Dataset records
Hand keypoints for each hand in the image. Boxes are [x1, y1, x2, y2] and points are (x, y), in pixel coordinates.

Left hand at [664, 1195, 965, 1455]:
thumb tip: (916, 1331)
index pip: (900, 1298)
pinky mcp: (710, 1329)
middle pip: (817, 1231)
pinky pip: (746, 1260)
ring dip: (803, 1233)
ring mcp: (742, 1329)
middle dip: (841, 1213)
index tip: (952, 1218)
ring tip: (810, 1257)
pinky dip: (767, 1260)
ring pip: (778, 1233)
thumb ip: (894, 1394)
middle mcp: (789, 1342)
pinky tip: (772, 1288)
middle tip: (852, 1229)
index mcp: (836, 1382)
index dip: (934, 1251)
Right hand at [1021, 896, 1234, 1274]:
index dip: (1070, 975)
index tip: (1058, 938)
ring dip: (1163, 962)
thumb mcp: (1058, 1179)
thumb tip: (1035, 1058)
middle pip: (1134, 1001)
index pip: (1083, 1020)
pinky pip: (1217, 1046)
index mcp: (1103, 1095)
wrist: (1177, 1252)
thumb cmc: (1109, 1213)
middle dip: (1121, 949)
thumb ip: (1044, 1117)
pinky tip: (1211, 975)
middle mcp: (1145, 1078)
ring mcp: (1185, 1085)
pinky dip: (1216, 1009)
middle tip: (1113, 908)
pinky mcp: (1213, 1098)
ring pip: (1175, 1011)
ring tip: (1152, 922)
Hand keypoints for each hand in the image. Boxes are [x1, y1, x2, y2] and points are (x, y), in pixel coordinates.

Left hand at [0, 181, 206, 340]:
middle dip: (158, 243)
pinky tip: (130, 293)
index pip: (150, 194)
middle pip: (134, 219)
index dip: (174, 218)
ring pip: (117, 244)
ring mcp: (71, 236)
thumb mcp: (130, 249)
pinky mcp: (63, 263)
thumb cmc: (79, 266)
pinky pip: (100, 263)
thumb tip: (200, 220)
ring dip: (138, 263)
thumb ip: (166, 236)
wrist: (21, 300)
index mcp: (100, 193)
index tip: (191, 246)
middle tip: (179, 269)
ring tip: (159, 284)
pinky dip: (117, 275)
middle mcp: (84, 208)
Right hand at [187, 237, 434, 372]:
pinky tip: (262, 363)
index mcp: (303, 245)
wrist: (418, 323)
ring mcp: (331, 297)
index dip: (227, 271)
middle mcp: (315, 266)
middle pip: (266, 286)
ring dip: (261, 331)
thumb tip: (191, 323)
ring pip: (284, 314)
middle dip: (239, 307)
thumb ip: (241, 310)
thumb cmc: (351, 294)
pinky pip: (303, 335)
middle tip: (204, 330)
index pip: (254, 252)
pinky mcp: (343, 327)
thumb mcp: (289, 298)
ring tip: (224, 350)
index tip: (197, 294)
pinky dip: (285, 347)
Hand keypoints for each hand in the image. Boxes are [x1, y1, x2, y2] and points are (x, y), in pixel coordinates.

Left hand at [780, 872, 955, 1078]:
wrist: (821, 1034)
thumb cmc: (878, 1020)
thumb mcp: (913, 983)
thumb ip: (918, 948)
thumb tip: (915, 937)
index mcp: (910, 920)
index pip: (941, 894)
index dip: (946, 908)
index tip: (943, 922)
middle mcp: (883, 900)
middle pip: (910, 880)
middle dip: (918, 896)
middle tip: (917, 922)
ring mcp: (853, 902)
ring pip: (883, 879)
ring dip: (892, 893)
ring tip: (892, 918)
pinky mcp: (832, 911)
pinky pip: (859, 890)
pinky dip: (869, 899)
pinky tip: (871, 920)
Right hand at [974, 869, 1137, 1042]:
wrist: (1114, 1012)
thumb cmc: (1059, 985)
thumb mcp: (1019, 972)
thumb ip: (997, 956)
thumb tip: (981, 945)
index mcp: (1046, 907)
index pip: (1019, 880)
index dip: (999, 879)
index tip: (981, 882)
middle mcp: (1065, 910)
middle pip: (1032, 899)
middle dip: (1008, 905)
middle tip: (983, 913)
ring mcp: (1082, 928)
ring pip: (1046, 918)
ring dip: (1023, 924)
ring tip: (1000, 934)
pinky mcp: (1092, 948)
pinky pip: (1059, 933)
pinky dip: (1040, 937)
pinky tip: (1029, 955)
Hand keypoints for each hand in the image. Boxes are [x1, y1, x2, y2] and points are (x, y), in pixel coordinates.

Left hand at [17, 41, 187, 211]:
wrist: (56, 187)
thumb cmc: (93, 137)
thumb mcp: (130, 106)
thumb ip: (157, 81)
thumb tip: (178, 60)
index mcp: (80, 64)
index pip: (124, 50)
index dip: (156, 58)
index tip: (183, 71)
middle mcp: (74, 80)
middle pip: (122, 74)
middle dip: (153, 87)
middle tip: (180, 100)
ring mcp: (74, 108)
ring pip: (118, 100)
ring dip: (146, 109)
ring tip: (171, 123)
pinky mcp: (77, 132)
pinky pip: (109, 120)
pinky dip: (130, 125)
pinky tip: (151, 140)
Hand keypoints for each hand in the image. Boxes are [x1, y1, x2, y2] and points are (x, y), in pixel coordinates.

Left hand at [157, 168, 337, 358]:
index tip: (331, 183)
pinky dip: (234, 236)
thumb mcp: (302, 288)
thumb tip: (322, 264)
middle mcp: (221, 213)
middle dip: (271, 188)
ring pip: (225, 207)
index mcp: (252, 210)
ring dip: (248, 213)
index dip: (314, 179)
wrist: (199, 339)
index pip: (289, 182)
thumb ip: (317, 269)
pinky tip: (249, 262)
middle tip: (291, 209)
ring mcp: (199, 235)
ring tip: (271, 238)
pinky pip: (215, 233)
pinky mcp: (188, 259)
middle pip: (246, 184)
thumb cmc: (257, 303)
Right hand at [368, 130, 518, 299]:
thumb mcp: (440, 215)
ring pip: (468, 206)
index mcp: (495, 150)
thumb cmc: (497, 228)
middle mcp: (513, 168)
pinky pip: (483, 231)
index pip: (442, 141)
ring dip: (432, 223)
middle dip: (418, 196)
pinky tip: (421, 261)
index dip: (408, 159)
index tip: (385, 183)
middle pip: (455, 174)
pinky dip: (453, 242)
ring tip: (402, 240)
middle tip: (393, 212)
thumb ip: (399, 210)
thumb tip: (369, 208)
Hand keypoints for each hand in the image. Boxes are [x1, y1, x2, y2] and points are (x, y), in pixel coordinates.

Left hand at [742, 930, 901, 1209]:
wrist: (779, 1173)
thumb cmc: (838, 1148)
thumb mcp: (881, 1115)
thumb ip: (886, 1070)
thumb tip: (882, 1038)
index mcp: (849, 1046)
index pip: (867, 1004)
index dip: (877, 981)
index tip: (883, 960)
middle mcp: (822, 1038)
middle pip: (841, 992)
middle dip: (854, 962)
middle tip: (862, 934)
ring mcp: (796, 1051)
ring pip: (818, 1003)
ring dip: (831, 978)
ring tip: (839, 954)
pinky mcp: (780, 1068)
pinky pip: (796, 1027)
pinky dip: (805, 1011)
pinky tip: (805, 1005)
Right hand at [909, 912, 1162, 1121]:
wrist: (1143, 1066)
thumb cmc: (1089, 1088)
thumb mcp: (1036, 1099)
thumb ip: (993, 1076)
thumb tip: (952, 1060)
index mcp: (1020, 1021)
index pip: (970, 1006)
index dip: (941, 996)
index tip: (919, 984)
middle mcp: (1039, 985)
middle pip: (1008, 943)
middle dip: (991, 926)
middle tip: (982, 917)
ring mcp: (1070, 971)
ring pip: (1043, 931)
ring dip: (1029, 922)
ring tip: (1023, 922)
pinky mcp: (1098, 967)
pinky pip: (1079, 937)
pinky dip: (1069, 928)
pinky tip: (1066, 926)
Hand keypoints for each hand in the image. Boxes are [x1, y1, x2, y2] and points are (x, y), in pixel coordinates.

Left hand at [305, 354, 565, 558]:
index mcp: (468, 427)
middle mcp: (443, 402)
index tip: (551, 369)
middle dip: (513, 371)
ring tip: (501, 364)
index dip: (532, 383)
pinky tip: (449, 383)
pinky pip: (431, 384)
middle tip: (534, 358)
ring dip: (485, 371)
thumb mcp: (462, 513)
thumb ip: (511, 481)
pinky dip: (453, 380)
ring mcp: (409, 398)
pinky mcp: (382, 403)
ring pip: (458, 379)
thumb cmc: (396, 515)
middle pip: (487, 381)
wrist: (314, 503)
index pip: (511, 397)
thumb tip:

What you should do
A verbatim transcription is needed of the lines above, starting at the line with "middle dip: (271, 188)" and ending at the line with "middle dip: (418, 196)", both included, and of nothing else.

Solution for this exercise
middle dip: (271, 188)
ring pip: (225, 207)
index mcp: (252, 210)
ring dip: (248, 213)
index dip: (314, 179)
wrist: (199, 339)
index pip: (289, 182)
thumb ip: (317, 269)
pinky tip: (249, 262)
middle tip: (291, 209)
ring mcp: (199, 235)
ring tip: (271, 238)
pinky pip: (215, 233)
pinky mcp: (188, 259)
middle pip: (246, 184)
thumb cmc: (257, 303)
Right hand at [368, 130, 518, 299]:
thumb mcp: (440, 215)
ring pip: (468, 206)
index mcp: (495, 150)
thumb cmc: (497, 228)
middle mcp: (513, 168)
pinky pip: (483, 231)
index pip: (442, 141)
ring dip: (432, 223)
middle dip: (418, 196)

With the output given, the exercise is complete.